INPUT below:

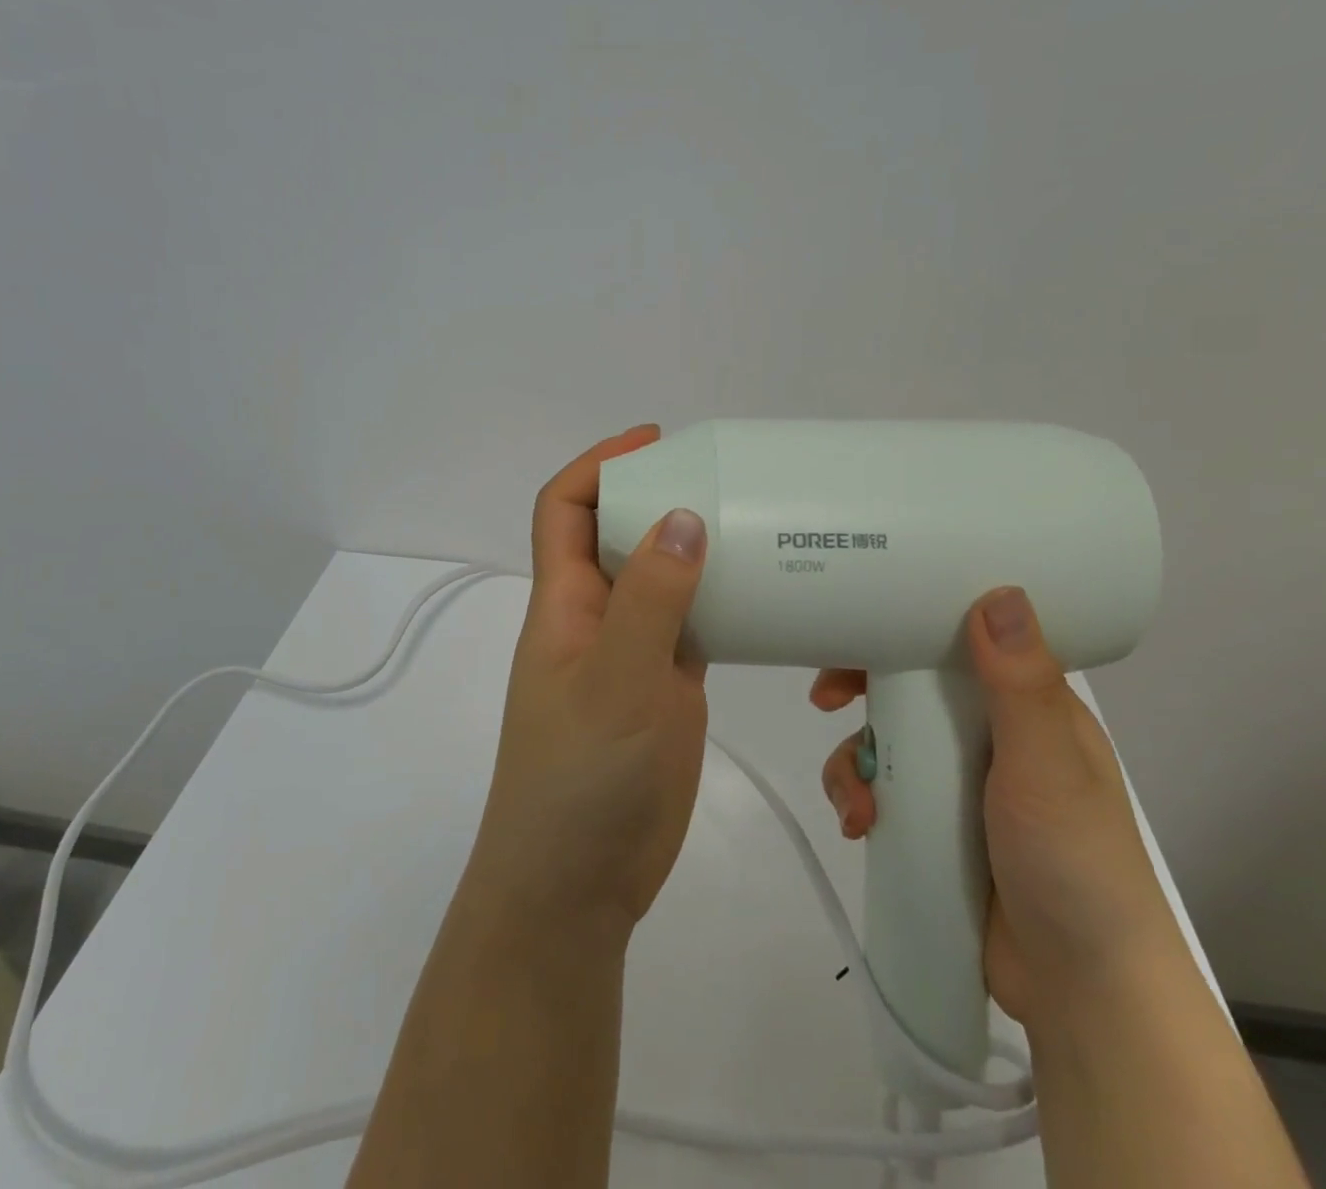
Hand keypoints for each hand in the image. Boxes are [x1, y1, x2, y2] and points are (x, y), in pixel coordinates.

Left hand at [462, 425, 710, 947]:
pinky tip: (761, 593)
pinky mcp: (662, 688)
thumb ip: (651, 600)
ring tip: (754, 523)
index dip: (600, 464)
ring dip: (693, 549)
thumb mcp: (615, 680)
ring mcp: (630, 654)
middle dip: (658, 497)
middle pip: (618, 535)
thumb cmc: (581, 777)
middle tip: (725, 478)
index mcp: (564, 601)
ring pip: (659, 580)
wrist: (576, 884)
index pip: (565, 509)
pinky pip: (690, 626)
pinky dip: (718, 602)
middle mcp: (594, 617)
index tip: (657, 441)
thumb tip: (682, 516)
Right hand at [812, 587, 1181, 1024]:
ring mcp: (959, 782)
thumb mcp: (1046, 767)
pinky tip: (861, 827)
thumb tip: (999, 590)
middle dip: (860, 692)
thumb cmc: (1075, 865)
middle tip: (825, 702)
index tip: (858, 626)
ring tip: (859, 806)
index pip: (958, 643)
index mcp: (1025, 708)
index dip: (905, 628)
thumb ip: (1019, 686)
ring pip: (884, 741)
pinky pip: (882, 790)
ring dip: (855, 763)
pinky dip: (861, 800)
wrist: (1083, 992)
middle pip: (908, 688)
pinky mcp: (936, 824)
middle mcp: (990, 735)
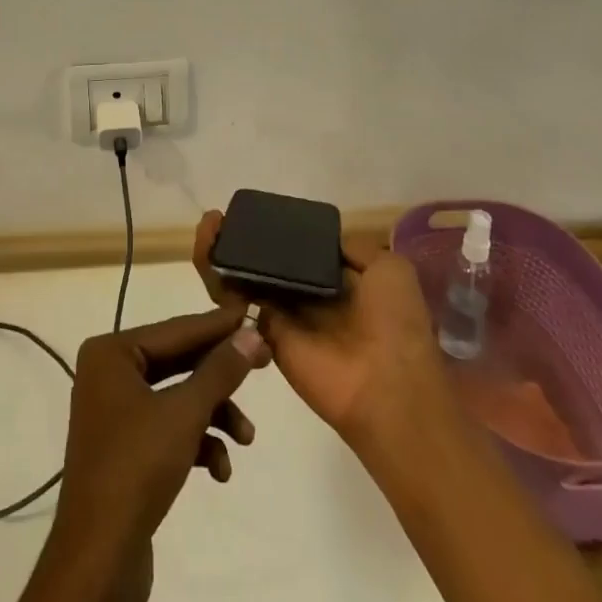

End of INPUT.

- YOUR GOAL: Only an exact copy of the lines from the top of the entries through the line with "ring pip: (884, 741)", both included, should be given, with all pictures omitted.

- SOLUTION:
Hand keypoints for each hand in the image. Boxes are [x1, y1, x2, y2] and points are (x, y), in pixel coordinates.

Left hand at [462, 425, 710, 947]:
pinky tip: (761, 593)
pinky mcp: (662, 688)
thumb ip: (651, 600)
ring tip: (754, 523)
index dip: (600, 464)
ring dip: (693, 549)
thumb mcp: (615, 680)
ring mcp: (630, 654)
middle dip: (658, 497)
middle pip: (618, 535)
thumb cmc: (581, 777)
middle tip: (725, 478)
index mcp: (564, 601)
ring pip: (659, 580)
wrist: (576, 884)
index pip: (565, 509)
pinky pip: (690, 626)
pinky dip: (718, 602)
middle mcp: (594, 617)
index tip: (657, 441)
thumb tip: (682, 516)
Right hand at [812, 587, 1181, 1024]:
ring mcp: (959, 782)
thumb mcp: (1046, 767)
pinky tip: (861, 827)
thumb tip: (999, 590)
middle dip: (860, 692)
thumb cmc: (1075, 865)
middle tip: (825, 702)
index tip: (858, 626)
ring tip: (859, 806)
index pip: (958, 643)
index mcp: (1025, 708)
index dip: (905, 628)
thumb ip: (1019, 686)
ring pip: (884, 741)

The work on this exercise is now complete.